If your designated workplace is your kitchen table, and you are trying to meet a Zoom with bored children, and annoyed spouses complaining in the background, chances are you are not going to be happy if your company goes fully remote.

So, it is all about finding the right balance and talking to your employees.
Simply deciding people should work two or three days a week in the office based on gut feelings/your preferences is not going to work. Leaders shouldn’t look at employees’ needs in aggregate. Instead, they should make sure they have the right data and understand employees’ needs so they can find a flexible solution.
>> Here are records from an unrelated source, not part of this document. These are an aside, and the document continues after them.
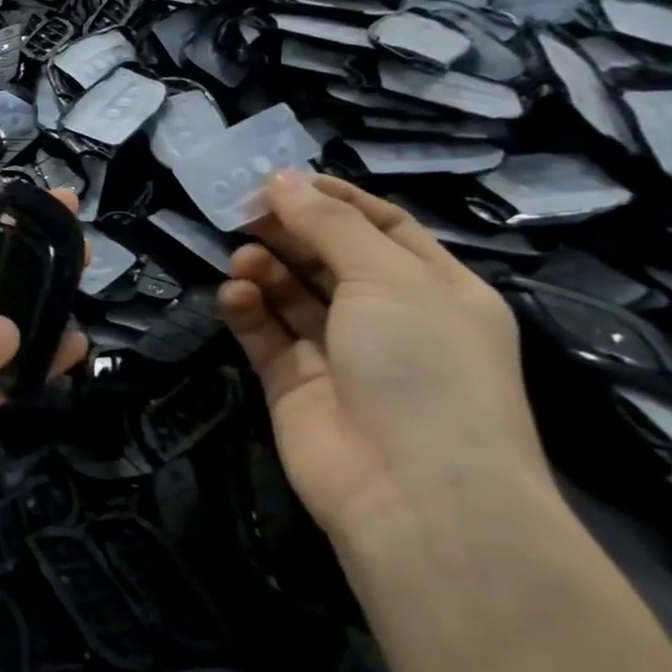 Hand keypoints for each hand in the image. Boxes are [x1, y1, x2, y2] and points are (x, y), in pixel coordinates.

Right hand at [218, 173, 556, 564]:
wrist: (413, 492)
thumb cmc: (422, 366)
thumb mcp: (387, 278)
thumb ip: (328, 225)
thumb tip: (279, 179)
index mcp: (435, 290)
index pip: (382, 227)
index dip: (334, 200)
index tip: (281, 180)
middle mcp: (388, 319)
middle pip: (329, 257)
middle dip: (289, 231)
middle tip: (244, 211)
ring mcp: (338, 354)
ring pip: (291, 295)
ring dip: (266, 269)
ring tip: (244, 259)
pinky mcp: (293, 384)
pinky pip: (265, 334)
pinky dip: (248, 310)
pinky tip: (236, 295) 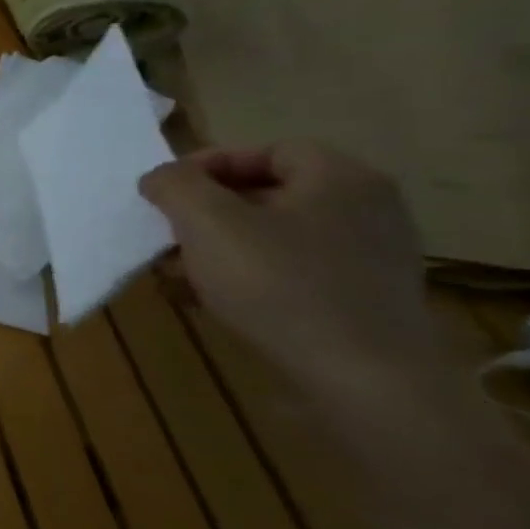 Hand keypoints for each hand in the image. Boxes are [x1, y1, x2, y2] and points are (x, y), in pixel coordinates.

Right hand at [140, 141, 442, 393]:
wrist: (360, 378)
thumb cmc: (278, 285)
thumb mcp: (206, 223)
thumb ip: (174, 186)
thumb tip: (160, 178)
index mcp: (340, 178)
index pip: (265, 150)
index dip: (208, 165)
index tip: (164, 193)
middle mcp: (365, 208)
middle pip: (268, 194)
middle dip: (206, 213)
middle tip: (166, 235)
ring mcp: (369, 256)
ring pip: (274, 236)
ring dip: (219, 248)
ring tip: (179, 273)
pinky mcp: (360, 298)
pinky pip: (291, 271)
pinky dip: (247, 277)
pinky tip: (212, 301) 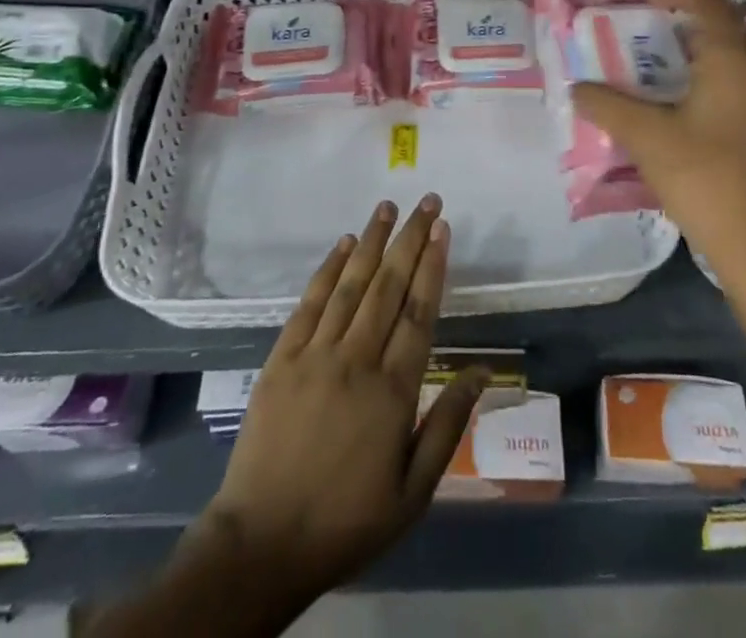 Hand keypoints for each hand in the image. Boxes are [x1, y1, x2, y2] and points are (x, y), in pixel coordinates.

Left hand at [200, 196, 483, 599]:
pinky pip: (309, 302)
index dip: (433, 265)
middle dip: (410, 238)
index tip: (443, 229)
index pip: (419, 312)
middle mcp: (356, 359)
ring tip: (388, 207)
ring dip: (371, 240)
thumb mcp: (413, 491)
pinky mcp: (282, 358)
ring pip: (351, 284)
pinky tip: (342, 244)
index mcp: (393, 391)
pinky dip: (328, 269)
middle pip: (389, 285)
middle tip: (427, 202)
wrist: (263, 543)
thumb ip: (448, 425)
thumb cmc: (347, 521)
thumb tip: (482, 372)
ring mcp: (316, 354)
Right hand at [572, 0, 745, 273]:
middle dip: (706, 26)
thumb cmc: (705, 179)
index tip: (649, 4)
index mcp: (733, 63)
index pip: (710, 4)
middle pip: (741, 30)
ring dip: (726, 60)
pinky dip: (739, 94)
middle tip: (669, 42)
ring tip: (688, 83)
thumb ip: (608, 107)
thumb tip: (577, 88)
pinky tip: (712, 127)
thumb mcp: (646, 139) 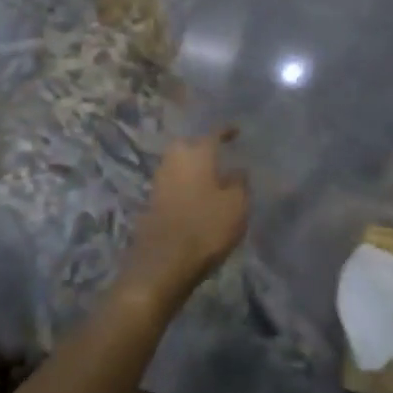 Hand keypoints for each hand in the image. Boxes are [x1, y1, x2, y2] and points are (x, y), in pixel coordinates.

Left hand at [117, 128, 249, 312]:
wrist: (163, 261)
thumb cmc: (206, 226)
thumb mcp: (236, 205)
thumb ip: (240, 183)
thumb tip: (237, 170)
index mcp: (197, 152)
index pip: (214, 134)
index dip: (226, 131)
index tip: (236, 131)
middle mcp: (175, 159)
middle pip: (189, 145)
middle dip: (202, 147)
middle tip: (219, 154)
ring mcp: (160, 180)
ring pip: (178, 164)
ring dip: (192, 167)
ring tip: (210, 176)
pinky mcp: (152, 201)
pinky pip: (173, 183)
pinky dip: (184, 184)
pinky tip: (196, 195) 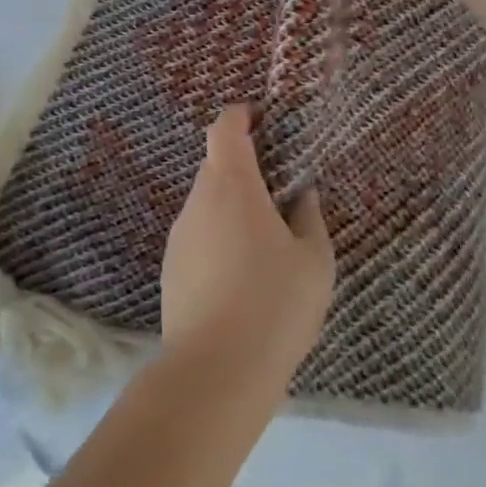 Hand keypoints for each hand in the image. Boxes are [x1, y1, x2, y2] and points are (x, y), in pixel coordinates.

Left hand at [160, 106, 334, 393]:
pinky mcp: (171, 269)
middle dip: (245, 168)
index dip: (241, 115)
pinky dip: (219, 238)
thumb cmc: (275, 303)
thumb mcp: (314, 260)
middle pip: (215, 166)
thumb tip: (302, 194)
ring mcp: (179, 236)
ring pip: (207, 204)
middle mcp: (197, 201)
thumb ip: (309, 217)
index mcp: (232, 186)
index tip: (262, 118)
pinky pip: (198, 236)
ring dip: (232, 207)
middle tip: (279, 190)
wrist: (216, 371)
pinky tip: (241, 276)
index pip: (225, 128)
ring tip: (265, 241)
 4. Copy-pasting old practices into a hybrid work environment 

When we were forced to work from home during the pandemic, we all noticed how old office practices did not work in a remote environment. The same goes for the new hybrid work setup. Optimizing employee performance takes more than just defining your KPIs.

Leaders and HR managers need to identify employees requiring extra support and think about building a sense of community. If there is one thing the pandemic thought us is the importance of community.


5. Not being humble enough

40% of those working in the EU began remote work full-time because of the pandemic.

If someone told you 2 years ago that working from home will become the norm for millions of workers in the EU and worldwide nobody would believe it.

Research shows that close to 40% of those working in the EU began remote work full-time because of the pandemic. Let’s face it, nobody knows what the future holds, and leaders need to admit that. The best leaders right now are the ones who are open and brave enough to say: “I am not sure what is the best work model for our company at the moment, but here is what I think we should do. We are all on the same team, let’s keep learning, and work together towards better solutions. “



It is important that leaders become present and accessible. Finding ways to engage and hear employees out are going to be key factors in making the hybrid work model successful. Leaders are facing big challenges in the future but also a wonderful opportunity to change the work culture as we know it.

This is an unbelievable opportunity to remake culture. It’s rare in a leader’s lifetime to have such a clean drop for reshaping how you run the place.